South African miner Kumba Iron Ore reported a nearly three-fold increase in interim earnings on Tuesday and hiked its dividend payout, as higher iron ore prices and increased production boosted profit.
The company, a unit of Anglo American, raised its interim dividend to 72.70 rand from 19.60 rand per share a year ago, equalling 100% of its headline earnings,
Anglo American Platinum (Amplats), another Anglo American group subsidiary, also declared a record interim dividend of 175 rand per share on Monday after half-year earnings soared on the back of higher metals prices.
Johannesburg-listed Kumba reported a jump in diluted headline earnings per share of 178% to 72.56 rand for the six months ended on June 30, up from 26.13 rand a year earlier.

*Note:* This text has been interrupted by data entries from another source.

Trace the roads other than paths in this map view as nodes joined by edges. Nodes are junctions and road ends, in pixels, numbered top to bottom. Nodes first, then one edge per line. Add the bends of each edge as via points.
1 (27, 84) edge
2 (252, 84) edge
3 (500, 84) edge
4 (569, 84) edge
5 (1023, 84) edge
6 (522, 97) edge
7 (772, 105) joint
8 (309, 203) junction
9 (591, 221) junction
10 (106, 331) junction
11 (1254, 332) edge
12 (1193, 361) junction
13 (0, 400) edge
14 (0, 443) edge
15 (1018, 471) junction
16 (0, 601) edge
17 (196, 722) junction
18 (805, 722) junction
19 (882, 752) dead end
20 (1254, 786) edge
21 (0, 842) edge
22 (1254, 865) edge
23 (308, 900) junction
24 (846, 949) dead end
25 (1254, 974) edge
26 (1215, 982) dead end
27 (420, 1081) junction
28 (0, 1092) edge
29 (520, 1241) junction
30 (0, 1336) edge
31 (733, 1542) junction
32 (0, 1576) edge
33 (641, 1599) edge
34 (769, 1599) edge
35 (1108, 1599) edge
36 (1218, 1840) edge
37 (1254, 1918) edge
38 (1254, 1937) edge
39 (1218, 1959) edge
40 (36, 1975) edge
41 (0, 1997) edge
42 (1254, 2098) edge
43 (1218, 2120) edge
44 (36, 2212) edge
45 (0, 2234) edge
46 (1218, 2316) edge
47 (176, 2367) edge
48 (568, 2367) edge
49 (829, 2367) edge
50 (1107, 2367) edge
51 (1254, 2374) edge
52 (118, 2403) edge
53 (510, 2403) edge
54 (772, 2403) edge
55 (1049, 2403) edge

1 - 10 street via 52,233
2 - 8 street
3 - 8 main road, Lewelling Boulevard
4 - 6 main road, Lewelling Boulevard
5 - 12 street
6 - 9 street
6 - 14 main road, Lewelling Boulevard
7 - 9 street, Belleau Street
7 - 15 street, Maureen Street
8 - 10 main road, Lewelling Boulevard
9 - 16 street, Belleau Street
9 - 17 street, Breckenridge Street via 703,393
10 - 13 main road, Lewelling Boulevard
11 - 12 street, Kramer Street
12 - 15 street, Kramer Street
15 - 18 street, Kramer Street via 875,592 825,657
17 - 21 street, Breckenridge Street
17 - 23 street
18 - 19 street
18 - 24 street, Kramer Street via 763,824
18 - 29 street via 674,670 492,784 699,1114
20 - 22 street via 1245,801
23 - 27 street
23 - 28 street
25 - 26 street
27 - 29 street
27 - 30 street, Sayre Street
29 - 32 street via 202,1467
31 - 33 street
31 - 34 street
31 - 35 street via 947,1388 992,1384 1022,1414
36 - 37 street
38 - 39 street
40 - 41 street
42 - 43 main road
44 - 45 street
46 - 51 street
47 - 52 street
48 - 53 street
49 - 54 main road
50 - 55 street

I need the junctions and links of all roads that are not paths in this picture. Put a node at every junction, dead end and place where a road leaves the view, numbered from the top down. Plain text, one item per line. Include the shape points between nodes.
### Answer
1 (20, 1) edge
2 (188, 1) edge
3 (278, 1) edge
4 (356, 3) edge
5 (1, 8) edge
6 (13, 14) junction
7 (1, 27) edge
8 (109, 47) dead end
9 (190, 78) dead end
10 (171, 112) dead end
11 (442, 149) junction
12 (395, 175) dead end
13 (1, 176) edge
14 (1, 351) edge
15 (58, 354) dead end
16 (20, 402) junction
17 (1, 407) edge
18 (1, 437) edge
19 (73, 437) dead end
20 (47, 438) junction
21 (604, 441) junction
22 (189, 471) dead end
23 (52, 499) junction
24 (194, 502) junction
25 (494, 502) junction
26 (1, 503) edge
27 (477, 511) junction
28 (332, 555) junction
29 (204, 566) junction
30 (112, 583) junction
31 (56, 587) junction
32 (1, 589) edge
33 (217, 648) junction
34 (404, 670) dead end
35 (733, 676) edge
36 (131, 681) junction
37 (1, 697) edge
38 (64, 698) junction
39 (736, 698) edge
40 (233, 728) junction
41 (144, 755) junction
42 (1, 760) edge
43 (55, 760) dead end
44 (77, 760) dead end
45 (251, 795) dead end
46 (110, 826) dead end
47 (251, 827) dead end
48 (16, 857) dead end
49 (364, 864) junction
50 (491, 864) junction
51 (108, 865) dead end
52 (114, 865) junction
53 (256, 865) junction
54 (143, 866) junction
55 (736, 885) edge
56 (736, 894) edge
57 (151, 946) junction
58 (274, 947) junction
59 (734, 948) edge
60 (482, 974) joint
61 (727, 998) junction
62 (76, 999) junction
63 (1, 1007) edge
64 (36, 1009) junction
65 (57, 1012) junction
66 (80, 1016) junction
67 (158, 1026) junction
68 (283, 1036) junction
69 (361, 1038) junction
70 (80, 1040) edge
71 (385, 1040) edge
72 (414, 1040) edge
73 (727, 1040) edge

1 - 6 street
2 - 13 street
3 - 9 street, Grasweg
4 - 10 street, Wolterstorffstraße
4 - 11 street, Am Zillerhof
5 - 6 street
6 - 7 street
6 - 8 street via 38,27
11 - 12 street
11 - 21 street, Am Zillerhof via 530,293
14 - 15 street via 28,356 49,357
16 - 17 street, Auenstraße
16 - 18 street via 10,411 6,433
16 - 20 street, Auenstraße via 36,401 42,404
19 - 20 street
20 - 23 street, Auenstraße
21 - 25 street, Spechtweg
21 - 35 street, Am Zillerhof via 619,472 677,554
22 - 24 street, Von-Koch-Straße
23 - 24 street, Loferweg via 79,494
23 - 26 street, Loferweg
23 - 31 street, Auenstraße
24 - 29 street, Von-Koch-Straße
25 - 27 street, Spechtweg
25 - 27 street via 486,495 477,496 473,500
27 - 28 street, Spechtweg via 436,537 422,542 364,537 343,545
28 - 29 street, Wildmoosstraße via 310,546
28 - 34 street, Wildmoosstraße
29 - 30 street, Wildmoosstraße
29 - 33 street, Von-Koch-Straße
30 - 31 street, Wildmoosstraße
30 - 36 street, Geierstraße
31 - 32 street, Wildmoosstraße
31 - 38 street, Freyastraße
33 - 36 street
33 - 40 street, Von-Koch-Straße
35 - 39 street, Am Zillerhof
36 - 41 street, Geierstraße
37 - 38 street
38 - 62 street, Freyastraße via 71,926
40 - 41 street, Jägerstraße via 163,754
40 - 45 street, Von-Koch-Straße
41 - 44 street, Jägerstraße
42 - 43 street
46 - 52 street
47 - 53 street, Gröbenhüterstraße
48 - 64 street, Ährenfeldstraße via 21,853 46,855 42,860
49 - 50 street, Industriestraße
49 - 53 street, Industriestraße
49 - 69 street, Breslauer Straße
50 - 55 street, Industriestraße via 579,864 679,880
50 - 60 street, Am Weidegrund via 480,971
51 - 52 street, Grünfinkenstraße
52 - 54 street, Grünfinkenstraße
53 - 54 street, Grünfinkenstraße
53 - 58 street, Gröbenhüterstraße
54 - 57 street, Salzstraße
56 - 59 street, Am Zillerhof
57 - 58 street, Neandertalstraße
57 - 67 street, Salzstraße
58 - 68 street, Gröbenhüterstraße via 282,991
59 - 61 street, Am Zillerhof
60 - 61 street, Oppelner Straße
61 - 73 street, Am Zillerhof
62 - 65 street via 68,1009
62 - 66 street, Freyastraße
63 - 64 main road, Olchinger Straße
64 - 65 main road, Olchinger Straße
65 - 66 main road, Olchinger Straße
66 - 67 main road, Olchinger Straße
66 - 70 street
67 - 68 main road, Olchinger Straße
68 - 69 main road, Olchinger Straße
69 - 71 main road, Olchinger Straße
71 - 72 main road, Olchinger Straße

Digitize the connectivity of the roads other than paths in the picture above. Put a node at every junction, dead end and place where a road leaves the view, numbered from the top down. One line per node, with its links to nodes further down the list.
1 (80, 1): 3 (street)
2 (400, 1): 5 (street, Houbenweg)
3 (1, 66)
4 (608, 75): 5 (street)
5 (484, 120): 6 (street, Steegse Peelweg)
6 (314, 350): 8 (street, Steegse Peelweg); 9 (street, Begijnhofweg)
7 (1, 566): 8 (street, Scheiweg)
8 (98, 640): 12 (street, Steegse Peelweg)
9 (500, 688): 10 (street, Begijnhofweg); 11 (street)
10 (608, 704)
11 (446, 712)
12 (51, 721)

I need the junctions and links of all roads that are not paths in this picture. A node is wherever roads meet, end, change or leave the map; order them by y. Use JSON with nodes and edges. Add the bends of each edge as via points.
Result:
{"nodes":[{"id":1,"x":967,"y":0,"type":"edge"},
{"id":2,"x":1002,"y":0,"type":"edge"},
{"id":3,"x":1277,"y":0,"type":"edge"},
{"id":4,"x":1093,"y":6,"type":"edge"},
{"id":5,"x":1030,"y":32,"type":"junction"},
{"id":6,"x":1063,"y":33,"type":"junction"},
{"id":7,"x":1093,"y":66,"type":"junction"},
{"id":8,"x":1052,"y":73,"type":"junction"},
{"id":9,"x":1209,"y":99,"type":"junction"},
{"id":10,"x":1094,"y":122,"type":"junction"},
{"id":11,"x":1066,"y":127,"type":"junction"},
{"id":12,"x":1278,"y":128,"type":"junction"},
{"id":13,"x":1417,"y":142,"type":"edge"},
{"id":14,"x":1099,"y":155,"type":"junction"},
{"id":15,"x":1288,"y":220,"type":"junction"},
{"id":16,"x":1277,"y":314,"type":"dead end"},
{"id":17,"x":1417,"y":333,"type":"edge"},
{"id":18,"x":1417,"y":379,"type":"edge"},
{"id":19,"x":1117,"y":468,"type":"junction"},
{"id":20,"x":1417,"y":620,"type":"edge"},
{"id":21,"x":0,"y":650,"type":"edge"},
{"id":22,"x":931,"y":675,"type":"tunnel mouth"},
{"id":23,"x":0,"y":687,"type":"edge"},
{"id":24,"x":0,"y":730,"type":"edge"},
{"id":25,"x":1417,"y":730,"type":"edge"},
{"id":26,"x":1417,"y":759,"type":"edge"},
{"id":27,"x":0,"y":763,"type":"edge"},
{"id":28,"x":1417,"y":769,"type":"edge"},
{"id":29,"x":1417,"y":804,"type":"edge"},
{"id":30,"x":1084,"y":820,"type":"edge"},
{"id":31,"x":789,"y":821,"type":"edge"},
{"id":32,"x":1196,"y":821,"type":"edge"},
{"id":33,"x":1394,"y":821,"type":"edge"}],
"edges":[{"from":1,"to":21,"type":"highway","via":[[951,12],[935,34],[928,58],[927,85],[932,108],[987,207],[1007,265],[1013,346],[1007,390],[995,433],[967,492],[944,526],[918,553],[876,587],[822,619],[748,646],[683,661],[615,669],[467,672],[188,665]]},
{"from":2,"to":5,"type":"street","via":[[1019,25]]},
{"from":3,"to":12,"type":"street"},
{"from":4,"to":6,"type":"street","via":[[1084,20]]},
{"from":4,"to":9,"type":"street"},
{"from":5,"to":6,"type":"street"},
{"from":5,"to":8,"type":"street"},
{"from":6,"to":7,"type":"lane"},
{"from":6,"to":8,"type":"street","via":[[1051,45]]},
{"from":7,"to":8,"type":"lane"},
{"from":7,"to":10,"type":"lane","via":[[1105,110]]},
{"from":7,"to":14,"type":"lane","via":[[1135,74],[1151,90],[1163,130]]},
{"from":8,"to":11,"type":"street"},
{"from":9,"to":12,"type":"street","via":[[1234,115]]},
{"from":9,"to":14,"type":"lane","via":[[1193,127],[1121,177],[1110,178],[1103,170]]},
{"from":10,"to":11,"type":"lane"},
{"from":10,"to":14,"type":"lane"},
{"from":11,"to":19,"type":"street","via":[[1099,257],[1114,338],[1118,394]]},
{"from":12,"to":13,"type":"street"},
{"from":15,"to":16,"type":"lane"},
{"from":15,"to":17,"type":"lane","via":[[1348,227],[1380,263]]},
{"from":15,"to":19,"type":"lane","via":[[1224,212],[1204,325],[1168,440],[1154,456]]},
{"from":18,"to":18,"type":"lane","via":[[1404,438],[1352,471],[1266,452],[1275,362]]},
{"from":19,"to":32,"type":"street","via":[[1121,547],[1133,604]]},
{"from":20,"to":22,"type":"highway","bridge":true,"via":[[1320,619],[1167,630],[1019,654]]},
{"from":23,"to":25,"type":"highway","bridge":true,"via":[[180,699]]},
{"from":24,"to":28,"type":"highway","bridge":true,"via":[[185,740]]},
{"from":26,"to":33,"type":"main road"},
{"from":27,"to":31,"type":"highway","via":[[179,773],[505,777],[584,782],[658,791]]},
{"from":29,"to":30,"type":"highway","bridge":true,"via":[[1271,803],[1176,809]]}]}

“We have earned effectively the equivalent of what we have earned in the whole of last year in just six months,” Kumba’s chief executive Themba Mkhwanazi said during a call.
EBITDA (Earnings Before Interest, Taxes, Depreciation, and Amortization) for the half-year jumped 155% to 44.4 billion rand ($3 billion), with the company closing with net cash of 40.7 billion rand.
Kumba recorded an average realised export price increase of 137% driven by supply disruptions and a recovery in China’s economy, and expected iron ore prices to remain supported but grow at a slower pace compared with the first half.
Kumba said production rose 12% during the period to 20.4 million tonnes, despite above-average rainfall affecting operations and logistics in the Northern Cape region home to its mines.
The miner cut its annual sales guidance by 1 million tonnes to between 39.5 to 40.5 million tonnes due to potential impact from weather, logistics disruptions and a maintenance shutdown in the second half of the year.